Família Revit, como funciona e como usar para projetar mais rápido

Entenda como a família Revit funciona, a lógica de categorias, famílias e tipos, e como usá-la para projetar mais rápido e com menos retrabalho.

Por Direto da Redação,

Se você usa Revit, já sabe que quase tudo no projeto é uma família, mas talvez não saiba como isso funciona por dentro nem como tirar proveito disso. 

Família Revit é cada elemento do modelo, uma porta, uma bancada, uma luminária, com parâmetros que você edita em vez de desenhar do zero. 

Entender essa lógica é o que separa quem só arrasta objetos de quem projeta rápido e sem retrabalho. 

Neste texto você vai ver como as famílias se organizam, como usá-las bem e por que elas encurtam o caminho até a entrega.

Categorias, famílias e tipos, a lógica por trás do Revit

O Revit organiza tudo em níveis, e sacar isso ajuda muito. Como explica o ArchDaily, as famílias se agrupam em categorias, como portas, mobiliário e iluminação, e as variações de cada elemento, como tamanhos e acabamentos, são os tipos. 

Na prática, uma mesma família de porta pode ter vários tipos, um para cada medida. Assim, quando o cliente pede a porta mais larga, você troca o tipo em segundos, sem redesenhar nada. 

Saber navegar entre categoria, família e tipo é o que deixa a modelagem organizada e fácil de editar depois.

Famílias de sistema e famílias carregáveis

Dentro dessa lógica, ainda existe uma divisão importante. As famílias de sistema são os elementos que fazem parte da construção em si, como paredes, pisos e telhados, e já vêm embutidas no projeto. 

As carregáveis são os componentes que você adiciona por fora, como portas, móveis, louças e luminárias, salvos em arquivos próprios. 

É justamente nesse segundo grupo que mais se perde tempo, porque são muitas peças diferentes para modelar uma a uma, e é onde um bom acervo faz a maior diferença.

Como usar as famílias a seu favor

O pulo do gato é não recomeçar do zero a cada projeto. Vale montar uma biblioteca com as famílias que você mais usa e recorrer a acervos prontos para o resto. 

É aí que os acervos de família Revit ajudam, como o da Blocks, que reúne milhares de componentes prontos para inserir com um clique, direto na interface do Revit e já com texturas configuradas para render. 

Em vez de gastar a tarde modelando uma cadeira, você escolhe, ajusta o tipo e segue para a parte que importa.

Dicas para não se perder nas famílias

Algumas práticas simples evitam dor de cabeça no meio do projeto:

  • Padronize os nomes, para achar a família certa em segundos.
  • Prefira famílias paramétricas, que se ajustam sem precisar refazer.
  • Cheque o peso do arquivo, porque família pesada trava o projeto.
  • Reaproveite o que já deu certo, criando uma biblioteca dos seus tipos favoritos.

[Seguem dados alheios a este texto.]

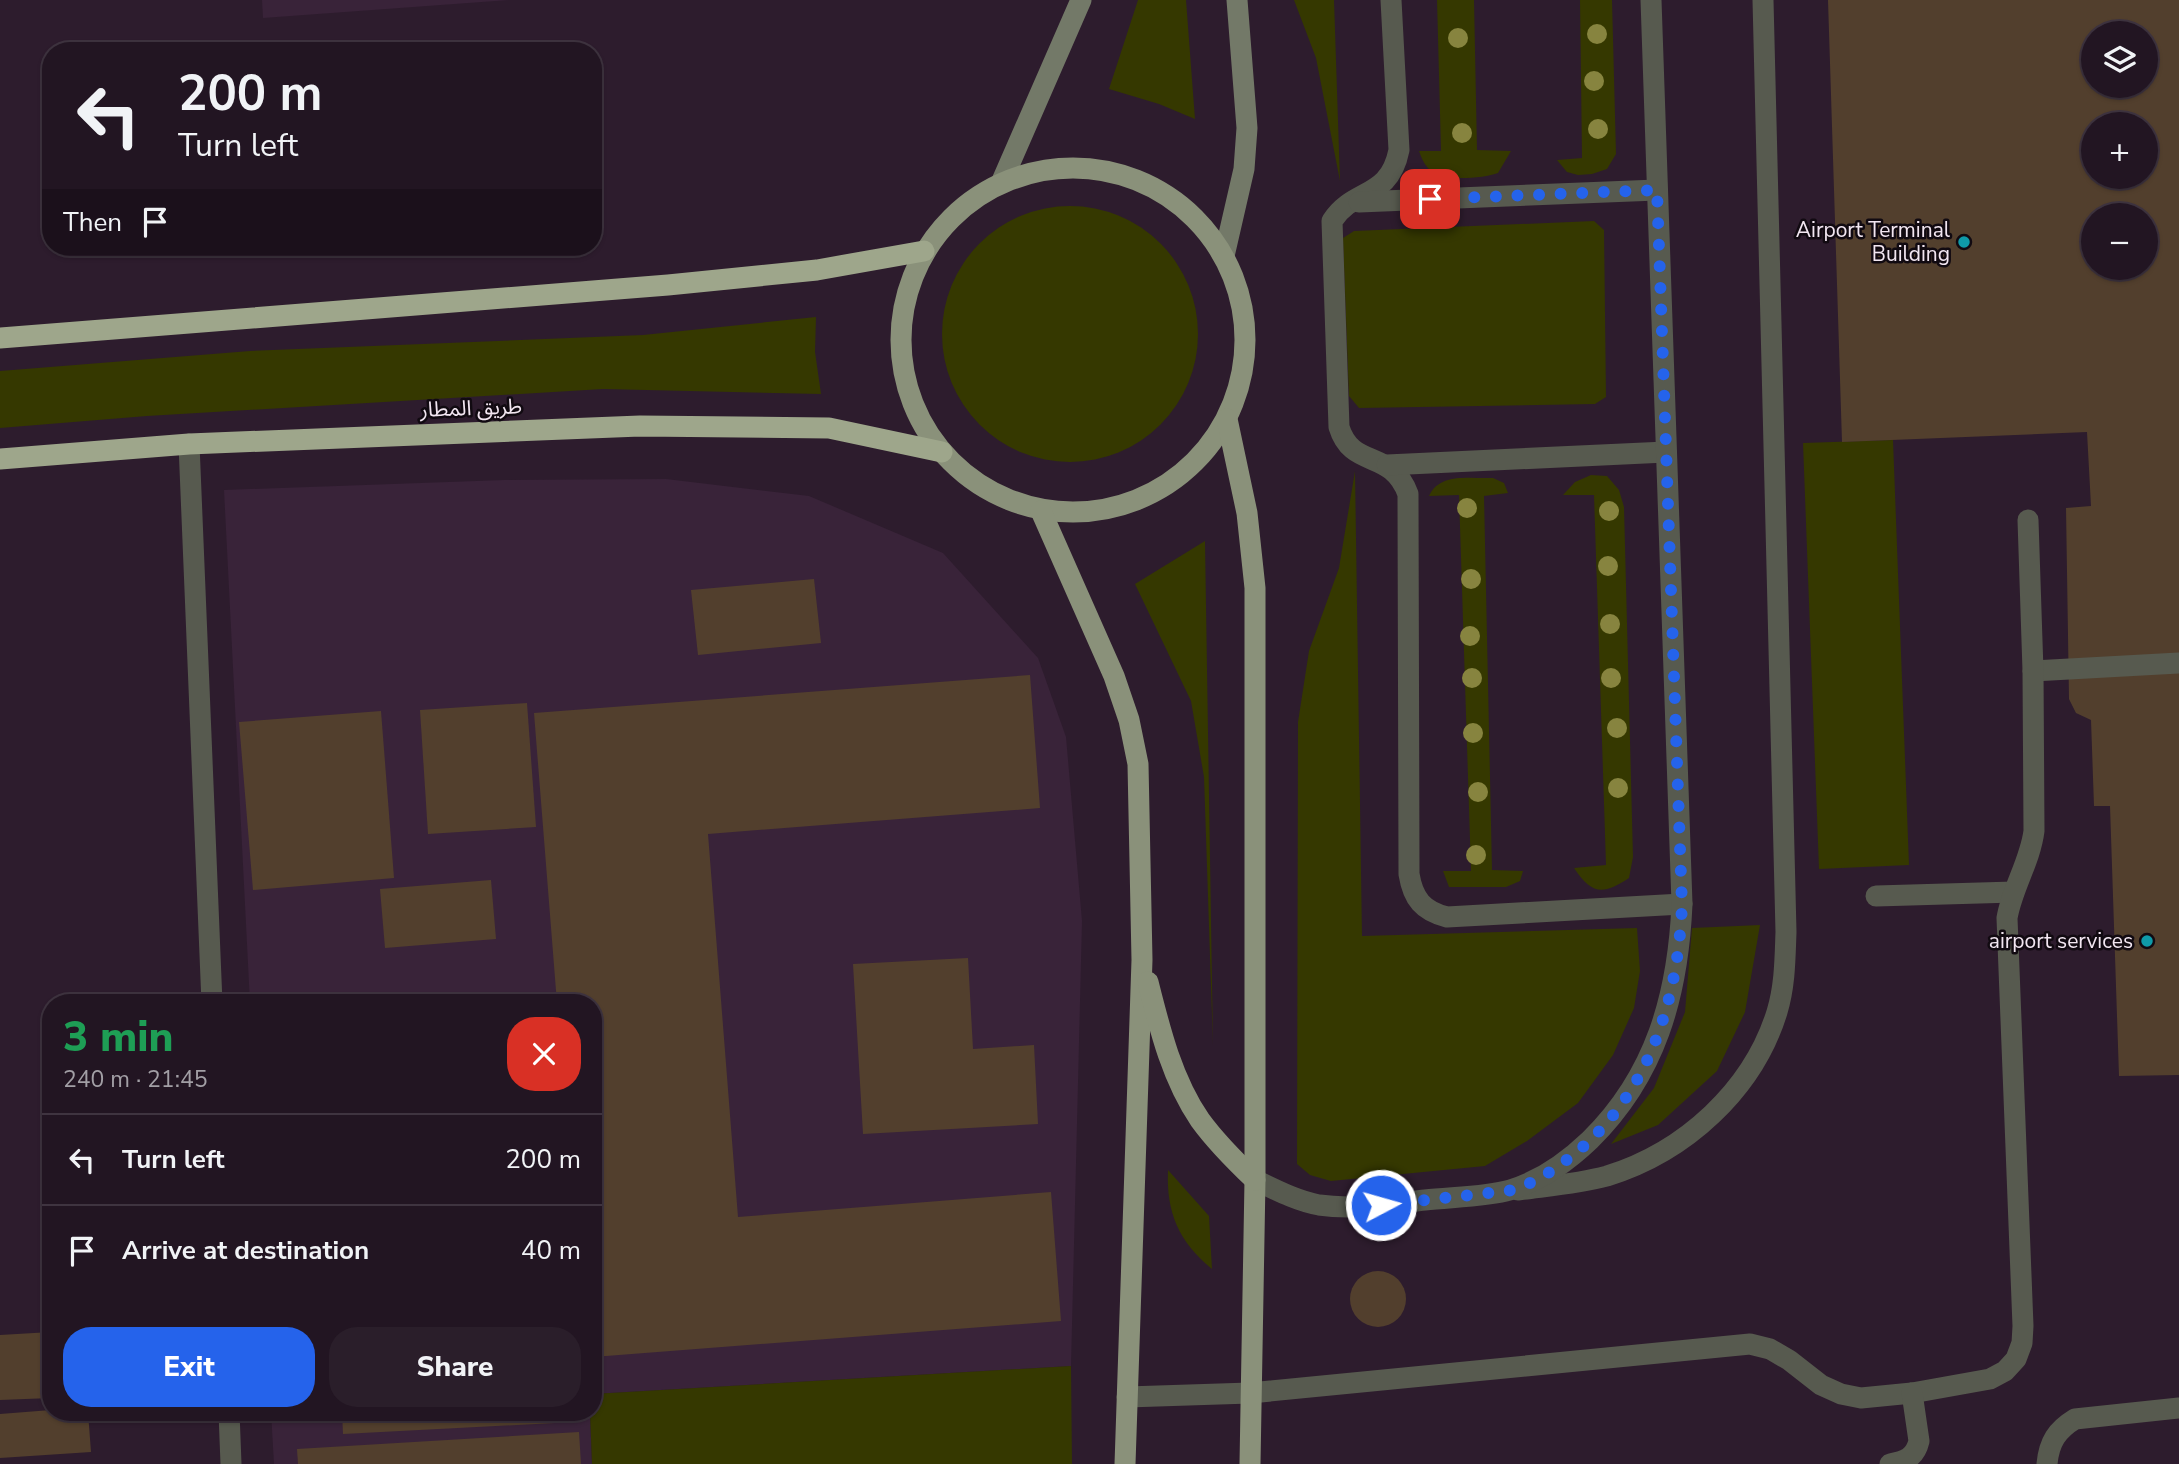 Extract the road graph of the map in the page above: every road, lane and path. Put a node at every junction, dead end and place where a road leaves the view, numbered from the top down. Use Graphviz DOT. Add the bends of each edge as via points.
graph roads {
  1 [pos="1081,0"];
  2 [pos="1237,0"];
  3 [pos="1391,0"];
  4 [pos="1651,0"];
  5 [pos="1763,0"];
  6 [pos="1002,181"];
  7 [pos="1657,190"];
  8 [pos="1351,202"];
  9 [pos="924,251"];
  10 [pos="1224,256"];
  11 [pos="0,338"];
  12 [pos="1227,419"];
  13 [pos="189,444"];
  14 [pos="942,452"];
  15 [pos="1667,452"];
  16 [pos="0,458"];
  17 [pos="1387,465"];
  18 [pos="1041,510"];
  19 [pos="2028,520"];
  20 [pos="2179,663"];
  21 [pos="2034,671"];
  22 [pos="2014,892"];
  23 [pos="1875,896"];
  24 [pos="1682,905"];
  25 [pos="1142,960"];
  26 [pos="212,994"];
  27 [pos="1255,1180"];
  28 [pos="1509,1191"];
  29 [pos="1250,1393"];
  30 [pos="1912,1393"];
  31 [pos="1127,1397"];
  32 [pos="2179,1408"];
  33 [pos="229,1421"];
  34 [pos="231,1464"];
  35 [pos="1125,1464"];
  36 [pos="1250,1464"];
  37 [pos="1890,1464"];
  38 [pos="2047,1464"];
  1 -- 6 [label="main road"];
  2 -- 10 [label="main road" via="1247,149"];
  3 -- 8 [label="street" via="1397,162 1385,183"];
  4 -- 7 [label="street"];
  5 -- 28 [label="street" via="1786,932 1777,1011 1761,1051 1739,1086 1712,1116 1680,1141 1608,1175"];
  6 -- 9 [label="main road" via="958,210"];
  6 -- 10 [label="main road" via="1052,168 1103,169 1152,185 1194,215"];
  7 -- 8 [label="street"];
  7 -- 15 [label="street"];
  8 -- 17 [label="street" via="1332,220 1339,427 1345,444"];
  9 -- 11 [label="highway" via="817,270 668,285"];
  9 -- 14 [label="main road" via="904,301 901,354 914,406"];
  10 -- 12 [label="main road" via="1243,309 1244,351"];
  12 -- 18 [label="main road" via="1202,455 1169,484 1129,504 1085,513"];
  12 -- 27 [label="main road" via="1247,513 1255,589"];
  13 -- 14 [label="highway, طريق المطار" via="640,426 829,428"];
  13 -- 16 [label="highway, طريق المطار"];
  13 -- 26 [label="street"];
  14 -- 18 [label="main road" via="968,477 999,496"];
  15 -- 17 [label="street"];
  15 -- 24 [label="street"];
  17 -- 24 [label="street" via="1397,472 1408,494 1409,874 1419,903 1431,913 1447,917"];
  18 -- 25 [label="main road" via="1129,720 1138,764"];
  19 -- 21 [label="street"];
  20 -- 21 [label="street"];
  21 -- 22 [label="street" via="2035,831"];
  22 -- 23 [label="street"];
  22 -- 30 [label="street" via="2007,918 2022,1343 2016,1359 1990,1379"];
  24 -- 28 [label="street" via="1674,984 1649,1060 1630,1093 1607,1123 1551,1173"];
  25 -- 27 [label="main road" via="1164,1044 1180,1083 1199,1119"];
  25 -- 31 [label="main road"];
  27 -- 28 [label="street" via="1318,1205 1354,1208"];
  27 -- 29 [label="main road"];
  29 -- 30 [label="street" via="1750,1344 1770,1349 1841,1394 1861,1398"];
  29 -- 31 [label="street"];
  29 -- 36 [label="main road"];
  30 -- 37 [label="street" via="1917,1449 1907,1460"];
  31 -- 35 [label="main road"];
  32 -- 38 [label="street" via="2076,1419 2054,1436"];
  33 -- 34 [label="street"];
}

Qualidade da família, qualidade do projeto

Vale um alerta que o próprio ArchDaily reforça, o resultado do modelo depende da qualidade dos objetos usados. 

Uma família bem construída rende um render bonito e uma tabela de quantidades correta. Uma mal-feita contamina o projeto inteiro, do visual ao orçamento. 

Por isso, montar a biblioteca com critério vale mais do que acumular arquivo por acumular.

Dominar a família é dominar o Revit

No fim, entender família Revit não é papo de especialista, é o que separa projetar travado de projetar com fluidez. 

Quem pegou a lógica de categorias, famílias e tipos, e apoia isso numa boa biblioteca, entrega mais rápido e com mais consistência. 

O Revit é poderoso, mas quem dita o ritmo é você e a forma como usa as famílias. E quanto mais organizada a sua biblioteca, menos tempo você perde reprocurando a peça e mais sobra para criar.